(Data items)
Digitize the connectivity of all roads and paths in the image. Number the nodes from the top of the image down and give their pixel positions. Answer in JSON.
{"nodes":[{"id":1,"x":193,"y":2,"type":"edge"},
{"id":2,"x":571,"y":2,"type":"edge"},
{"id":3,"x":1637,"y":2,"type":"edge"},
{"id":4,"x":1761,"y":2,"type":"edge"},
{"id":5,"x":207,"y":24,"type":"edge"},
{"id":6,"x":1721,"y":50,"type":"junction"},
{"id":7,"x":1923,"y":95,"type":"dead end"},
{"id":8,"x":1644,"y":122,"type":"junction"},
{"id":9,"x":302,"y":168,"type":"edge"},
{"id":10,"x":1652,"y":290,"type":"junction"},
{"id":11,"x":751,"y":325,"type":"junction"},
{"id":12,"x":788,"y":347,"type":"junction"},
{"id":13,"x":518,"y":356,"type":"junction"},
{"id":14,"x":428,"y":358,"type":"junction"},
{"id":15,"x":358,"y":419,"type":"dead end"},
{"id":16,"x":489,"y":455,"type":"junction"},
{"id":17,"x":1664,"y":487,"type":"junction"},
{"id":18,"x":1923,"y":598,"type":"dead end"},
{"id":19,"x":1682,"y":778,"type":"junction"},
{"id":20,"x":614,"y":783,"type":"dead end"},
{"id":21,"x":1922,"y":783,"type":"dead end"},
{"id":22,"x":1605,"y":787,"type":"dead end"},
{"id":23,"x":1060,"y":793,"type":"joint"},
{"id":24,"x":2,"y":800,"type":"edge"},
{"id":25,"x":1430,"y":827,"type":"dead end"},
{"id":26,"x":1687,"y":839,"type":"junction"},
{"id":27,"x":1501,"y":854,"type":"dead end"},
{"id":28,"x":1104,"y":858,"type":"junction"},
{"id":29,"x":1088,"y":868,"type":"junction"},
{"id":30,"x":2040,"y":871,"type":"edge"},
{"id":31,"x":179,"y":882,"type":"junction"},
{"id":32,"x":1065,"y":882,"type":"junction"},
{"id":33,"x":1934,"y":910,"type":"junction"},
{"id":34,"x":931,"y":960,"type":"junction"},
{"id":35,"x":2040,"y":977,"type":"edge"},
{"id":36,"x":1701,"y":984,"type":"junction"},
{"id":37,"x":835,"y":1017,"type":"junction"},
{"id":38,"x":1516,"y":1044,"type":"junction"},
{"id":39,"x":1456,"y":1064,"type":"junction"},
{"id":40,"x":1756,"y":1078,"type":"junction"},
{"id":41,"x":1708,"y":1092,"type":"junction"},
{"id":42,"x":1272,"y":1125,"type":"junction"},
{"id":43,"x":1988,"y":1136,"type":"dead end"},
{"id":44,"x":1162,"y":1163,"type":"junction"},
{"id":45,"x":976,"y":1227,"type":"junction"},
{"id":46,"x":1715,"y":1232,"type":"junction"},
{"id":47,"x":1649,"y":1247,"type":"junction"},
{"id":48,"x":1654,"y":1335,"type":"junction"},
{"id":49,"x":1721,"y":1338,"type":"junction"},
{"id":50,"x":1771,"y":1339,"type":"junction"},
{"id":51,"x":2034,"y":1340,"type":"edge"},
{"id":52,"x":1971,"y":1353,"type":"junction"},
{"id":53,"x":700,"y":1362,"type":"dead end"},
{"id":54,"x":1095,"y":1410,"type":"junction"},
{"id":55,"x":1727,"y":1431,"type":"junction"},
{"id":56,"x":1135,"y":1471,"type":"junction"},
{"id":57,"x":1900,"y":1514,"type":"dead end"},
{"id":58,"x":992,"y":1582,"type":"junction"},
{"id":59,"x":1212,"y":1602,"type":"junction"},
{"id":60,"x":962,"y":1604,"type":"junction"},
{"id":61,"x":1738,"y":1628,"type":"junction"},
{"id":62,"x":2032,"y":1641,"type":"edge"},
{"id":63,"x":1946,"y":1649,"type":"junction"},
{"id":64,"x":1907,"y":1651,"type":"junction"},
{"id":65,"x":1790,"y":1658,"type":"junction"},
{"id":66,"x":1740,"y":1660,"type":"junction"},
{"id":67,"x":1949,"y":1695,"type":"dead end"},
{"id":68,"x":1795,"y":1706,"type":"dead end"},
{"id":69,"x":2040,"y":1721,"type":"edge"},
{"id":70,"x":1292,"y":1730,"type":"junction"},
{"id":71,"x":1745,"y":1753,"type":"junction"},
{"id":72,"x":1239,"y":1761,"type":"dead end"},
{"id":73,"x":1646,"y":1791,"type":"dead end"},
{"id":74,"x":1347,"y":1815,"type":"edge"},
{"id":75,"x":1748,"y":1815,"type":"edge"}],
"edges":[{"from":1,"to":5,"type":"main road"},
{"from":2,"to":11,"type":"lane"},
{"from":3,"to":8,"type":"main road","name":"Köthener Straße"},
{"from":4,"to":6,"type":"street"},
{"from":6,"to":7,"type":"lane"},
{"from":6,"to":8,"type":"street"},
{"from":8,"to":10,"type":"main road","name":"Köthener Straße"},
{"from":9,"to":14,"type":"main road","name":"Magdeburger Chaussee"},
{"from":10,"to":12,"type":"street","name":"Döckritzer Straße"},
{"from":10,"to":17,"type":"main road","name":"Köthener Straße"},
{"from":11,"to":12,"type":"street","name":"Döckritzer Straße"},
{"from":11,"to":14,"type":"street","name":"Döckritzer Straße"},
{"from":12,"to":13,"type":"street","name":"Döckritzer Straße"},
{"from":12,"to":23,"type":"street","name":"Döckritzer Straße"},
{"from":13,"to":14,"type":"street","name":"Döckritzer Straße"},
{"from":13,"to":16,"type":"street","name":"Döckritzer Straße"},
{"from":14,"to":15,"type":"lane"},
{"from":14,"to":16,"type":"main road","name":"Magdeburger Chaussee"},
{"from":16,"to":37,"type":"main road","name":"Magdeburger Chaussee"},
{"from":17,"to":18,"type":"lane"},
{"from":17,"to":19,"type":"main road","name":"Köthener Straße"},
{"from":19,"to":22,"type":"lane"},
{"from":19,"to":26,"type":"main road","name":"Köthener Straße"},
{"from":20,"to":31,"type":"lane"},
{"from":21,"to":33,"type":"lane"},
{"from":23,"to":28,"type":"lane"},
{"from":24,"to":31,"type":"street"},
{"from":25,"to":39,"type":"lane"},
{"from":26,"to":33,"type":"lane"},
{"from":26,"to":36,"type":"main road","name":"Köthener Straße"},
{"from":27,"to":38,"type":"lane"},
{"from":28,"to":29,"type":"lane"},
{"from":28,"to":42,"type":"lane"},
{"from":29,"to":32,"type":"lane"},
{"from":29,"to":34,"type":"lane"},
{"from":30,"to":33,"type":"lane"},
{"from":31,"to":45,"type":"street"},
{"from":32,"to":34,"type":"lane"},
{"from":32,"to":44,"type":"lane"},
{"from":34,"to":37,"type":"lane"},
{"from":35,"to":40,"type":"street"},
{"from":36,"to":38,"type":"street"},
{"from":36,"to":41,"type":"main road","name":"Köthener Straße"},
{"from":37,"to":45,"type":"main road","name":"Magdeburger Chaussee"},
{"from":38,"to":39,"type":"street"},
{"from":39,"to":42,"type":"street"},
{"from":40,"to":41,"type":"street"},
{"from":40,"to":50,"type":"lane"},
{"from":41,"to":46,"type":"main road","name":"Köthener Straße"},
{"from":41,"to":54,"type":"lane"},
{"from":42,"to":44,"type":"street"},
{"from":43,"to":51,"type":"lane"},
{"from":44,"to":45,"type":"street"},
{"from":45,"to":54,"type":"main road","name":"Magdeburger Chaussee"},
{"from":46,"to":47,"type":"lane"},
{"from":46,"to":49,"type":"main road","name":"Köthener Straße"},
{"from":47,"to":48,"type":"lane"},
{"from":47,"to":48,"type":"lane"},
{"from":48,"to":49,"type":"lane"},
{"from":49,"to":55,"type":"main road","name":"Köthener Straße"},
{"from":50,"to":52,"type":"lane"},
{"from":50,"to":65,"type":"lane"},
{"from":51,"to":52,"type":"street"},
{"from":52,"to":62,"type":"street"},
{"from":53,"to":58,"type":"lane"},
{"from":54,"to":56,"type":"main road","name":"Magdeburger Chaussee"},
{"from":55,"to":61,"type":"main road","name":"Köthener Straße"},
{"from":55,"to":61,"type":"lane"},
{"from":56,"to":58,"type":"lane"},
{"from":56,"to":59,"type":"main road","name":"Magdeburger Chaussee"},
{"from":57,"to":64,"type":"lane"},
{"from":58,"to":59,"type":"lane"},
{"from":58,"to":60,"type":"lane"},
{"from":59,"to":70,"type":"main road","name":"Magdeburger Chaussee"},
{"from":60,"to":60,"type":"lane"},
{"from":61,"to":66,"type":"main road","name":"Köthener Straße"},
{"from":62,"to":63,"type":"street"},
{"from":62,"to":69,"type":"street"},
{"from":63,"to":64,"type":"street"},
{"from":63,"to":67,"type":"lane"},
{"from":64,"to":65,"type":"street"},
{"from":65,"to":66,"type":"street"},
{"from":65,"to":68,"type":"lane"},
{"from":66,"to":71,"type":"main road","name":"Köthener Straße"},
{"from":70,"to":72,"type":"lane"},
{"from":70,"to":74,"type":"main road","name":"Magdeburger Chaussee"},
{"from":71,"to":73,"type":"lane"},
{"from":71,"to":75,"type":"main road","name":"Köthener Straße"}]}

## [WHAT IS REQUIRED]
Each line of the data that has the string "nodes" should be returned.

## [TASK OUTPUT]
Digitize the connectivity of all roads and paths in the image. Number the nodes from the top of the image down and give their pixel positions. Answer in JSON.
{"nodes":[{"id":1,"x":193,"y":2,"type":"edge"},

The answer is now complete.